• _WORK INSTRUCTION_: Return all lines from the listing below in which the string "ANSON" occurs.

• _STUDY MATERIAL_:
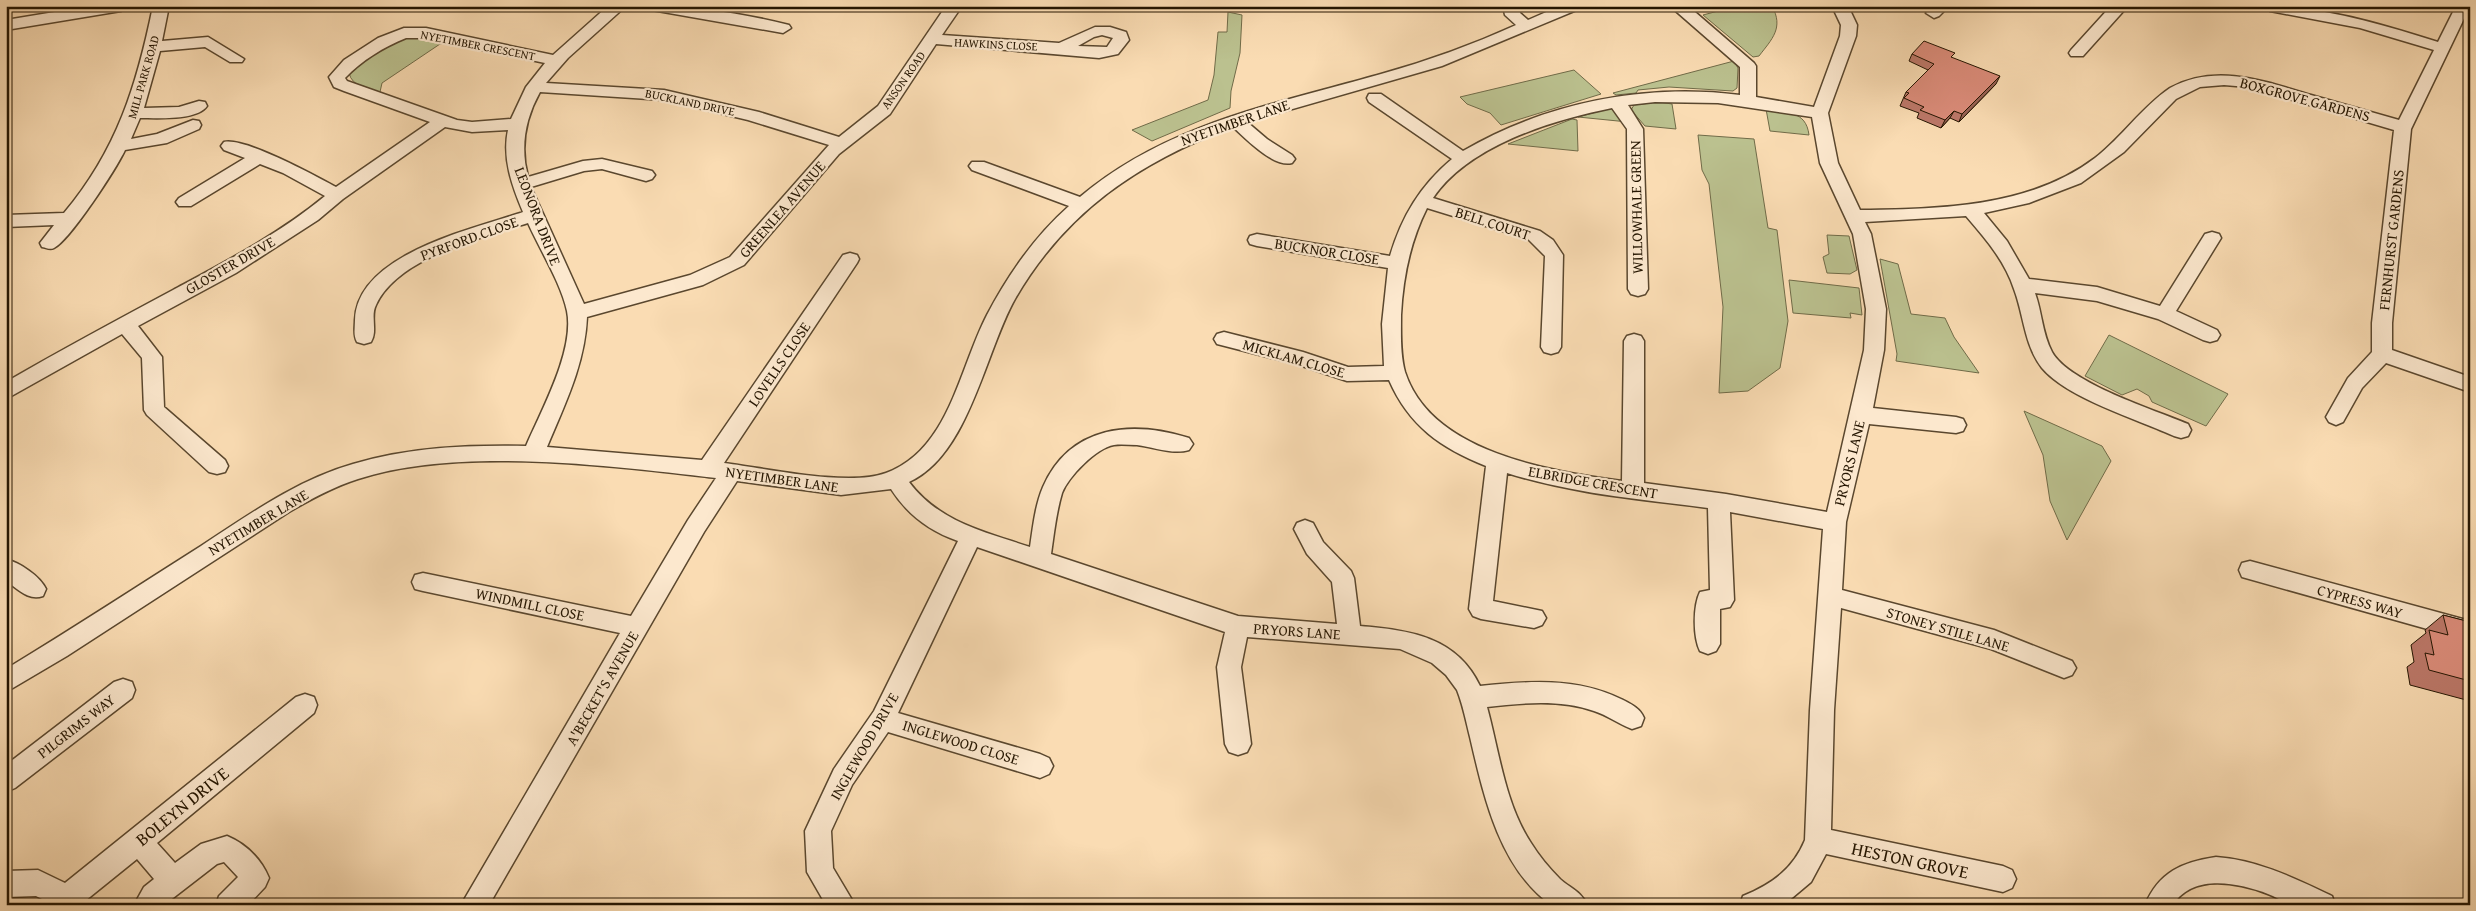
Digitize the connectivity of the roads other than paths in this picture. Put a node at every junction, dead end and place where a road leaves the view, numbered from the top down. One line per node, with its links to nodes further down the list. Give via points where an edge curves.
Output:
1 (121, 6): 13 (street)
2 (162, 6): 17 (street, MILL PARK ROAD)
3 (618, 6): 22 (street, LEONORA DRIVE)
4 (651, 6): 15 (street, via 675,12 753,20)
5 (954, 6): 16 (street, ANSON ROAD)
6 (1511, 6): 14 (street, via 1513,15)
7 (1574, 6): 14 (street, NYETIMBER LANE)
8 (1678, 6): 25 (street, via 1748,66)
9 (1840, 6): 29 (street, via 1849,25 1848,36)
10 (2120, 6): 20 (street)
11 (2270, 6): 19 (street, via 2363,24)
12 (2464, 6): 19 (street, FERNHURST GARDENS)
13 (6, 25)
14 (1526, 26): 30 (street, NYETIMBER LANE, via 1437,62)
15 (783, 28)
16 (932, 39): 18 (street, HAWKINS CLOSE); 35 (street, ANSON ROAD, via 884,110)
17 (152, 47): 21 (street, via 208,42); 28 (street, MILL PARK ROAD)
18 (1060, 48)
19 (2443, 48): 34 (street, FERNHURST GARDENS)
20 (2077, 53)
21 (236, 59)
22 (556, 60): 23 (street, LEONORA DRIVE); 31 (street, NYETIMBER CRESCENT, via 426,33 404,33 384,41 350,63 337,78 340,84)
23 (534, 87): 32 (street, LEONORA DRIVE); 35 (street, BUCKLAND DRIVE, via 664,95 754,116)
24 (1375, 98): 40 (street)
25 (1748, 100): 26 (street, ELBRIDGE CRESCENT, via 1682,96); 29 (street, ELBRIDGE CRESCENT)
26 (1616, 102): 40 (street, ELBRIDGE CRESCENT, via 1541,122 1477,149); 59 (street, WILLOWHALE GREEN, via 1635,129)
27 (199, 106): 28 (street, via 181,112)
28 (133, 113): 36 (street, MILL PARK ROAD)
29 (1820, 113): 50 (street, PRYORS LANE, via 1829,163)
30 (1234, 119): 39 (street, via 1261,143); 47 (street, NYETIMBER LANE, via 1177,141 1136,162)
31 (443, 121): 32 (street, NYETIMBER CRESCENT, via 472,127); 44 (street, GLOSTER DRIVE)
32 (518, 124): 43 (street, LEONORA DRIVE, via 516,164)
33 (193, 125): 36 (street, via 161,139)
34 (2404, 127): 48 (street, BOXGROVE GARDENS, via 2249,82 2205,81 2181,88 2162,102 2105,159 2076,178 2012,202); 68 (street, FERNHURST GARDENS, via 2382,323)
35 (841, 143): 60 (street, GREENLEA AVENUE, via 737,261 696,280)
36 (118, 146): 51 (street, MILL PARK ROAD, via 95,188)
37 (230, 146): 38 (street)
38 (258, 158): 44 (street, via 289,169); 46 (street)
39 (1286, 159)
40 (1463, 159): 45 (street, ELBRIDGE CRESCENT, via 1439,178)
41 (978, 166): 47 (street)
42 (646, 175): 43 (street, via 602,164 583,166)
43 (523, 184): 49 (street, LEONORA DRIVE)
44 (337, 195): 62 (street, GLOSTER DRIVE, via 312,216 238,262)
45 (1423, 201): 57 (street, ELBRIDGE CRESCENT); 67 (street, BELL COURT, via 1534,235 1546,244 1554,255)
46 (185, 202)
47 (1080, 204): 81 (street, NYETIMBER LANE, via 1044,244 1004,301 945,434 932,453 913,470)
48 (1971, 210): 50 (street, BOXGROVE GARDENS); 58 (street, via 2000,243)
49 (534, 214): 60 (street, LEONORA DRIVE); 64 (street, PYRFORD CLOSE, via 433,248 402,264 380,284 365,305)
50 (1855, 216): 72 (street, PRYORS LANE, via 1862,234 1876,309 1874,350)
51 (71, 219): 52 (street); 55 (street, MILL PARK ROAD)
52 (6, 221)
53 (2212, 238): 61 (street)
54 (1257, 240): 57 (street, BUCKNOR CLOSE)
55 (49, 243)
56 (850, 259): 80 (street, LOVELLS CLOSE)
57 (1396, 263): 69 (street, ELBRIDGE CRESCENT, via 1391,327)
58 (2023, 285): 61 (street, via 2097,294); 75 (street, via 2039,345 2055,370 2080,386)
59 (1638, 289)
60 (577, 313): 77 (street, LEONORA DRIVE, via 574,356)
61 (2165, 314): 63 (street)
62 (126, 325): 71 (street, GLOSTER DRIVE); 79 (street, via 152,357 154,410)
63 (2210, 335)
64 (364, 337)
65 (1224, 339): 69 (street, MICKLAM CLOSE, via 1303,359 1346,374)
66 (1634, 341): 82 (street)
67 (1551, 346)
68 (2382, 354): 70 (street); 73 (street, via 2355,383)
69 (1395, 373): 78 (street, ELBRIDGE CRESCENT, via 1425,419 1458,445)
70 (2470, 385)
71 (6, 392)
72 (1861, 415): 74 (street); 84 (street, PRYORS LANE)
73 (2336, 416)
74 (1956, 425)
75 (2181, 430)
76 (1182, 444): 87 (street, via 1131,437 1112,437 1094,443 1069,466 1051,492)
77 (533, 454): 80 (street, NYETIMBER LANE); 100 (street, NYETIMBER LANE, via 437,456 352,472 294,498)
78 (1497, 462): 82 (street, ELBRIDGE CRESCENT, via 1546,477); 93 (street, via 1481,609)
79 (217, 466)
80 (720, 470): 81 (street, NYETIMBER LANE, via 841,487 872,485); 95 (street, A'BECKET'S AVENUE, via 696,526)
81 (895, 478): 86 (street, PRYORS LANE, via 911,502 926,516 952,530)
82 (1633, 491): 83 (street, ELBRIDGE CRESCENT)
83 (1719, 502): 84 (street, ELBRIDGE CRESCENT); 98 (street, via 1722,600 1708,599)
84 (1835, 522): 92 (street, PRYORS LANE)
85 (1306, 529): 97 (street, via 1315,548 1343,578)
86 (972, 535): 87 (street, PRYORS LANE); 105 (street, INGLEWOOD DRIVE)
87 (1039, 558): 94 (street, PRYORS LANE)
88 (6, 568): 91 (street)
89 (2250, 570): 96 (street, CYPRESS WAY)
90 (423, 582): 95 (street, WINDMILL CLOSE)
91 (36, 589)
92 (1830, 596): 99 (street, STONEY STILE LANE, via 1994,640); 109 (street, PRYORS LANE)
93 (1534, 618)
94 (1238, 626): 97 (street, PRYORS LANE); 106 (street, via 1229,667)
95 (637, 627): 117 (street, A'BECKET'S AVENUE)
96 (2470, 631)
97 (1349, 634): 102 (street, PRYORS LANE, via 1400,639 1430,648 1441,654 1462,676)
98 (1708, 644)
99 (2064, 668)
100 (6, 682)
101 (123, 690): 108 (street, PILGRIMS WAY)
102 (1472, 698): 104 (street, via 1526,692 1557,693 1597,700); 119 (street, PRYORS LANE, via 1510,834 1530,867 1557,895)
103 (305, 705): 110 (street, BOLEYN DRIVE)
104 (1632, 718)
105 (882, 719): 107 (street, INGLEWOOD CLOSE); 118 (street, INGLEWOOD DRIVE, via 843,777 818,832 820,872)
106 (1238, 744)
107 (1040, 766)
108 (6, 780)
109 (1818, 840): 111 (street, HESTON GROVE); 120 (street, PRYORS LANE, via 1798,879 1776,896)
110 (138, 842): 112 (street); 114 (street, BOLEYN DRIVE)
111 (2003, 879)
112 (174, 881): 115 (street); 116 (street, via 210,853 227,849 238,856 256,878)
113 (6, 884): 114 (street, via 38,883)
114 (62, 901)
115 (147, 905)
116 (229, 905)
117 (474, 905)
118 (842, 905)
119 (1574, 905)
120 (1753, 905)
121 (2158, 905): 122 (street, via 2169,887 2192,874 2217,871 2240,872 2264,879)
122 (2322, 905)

• _EXPECTED ANSWER_:
5 (954, 6): 16 (street, ANSON ROAD)
16 (932, 39): 18 (street, HAWKINS CLOSE); 35 (street, ANSON ROAD, via 884,110)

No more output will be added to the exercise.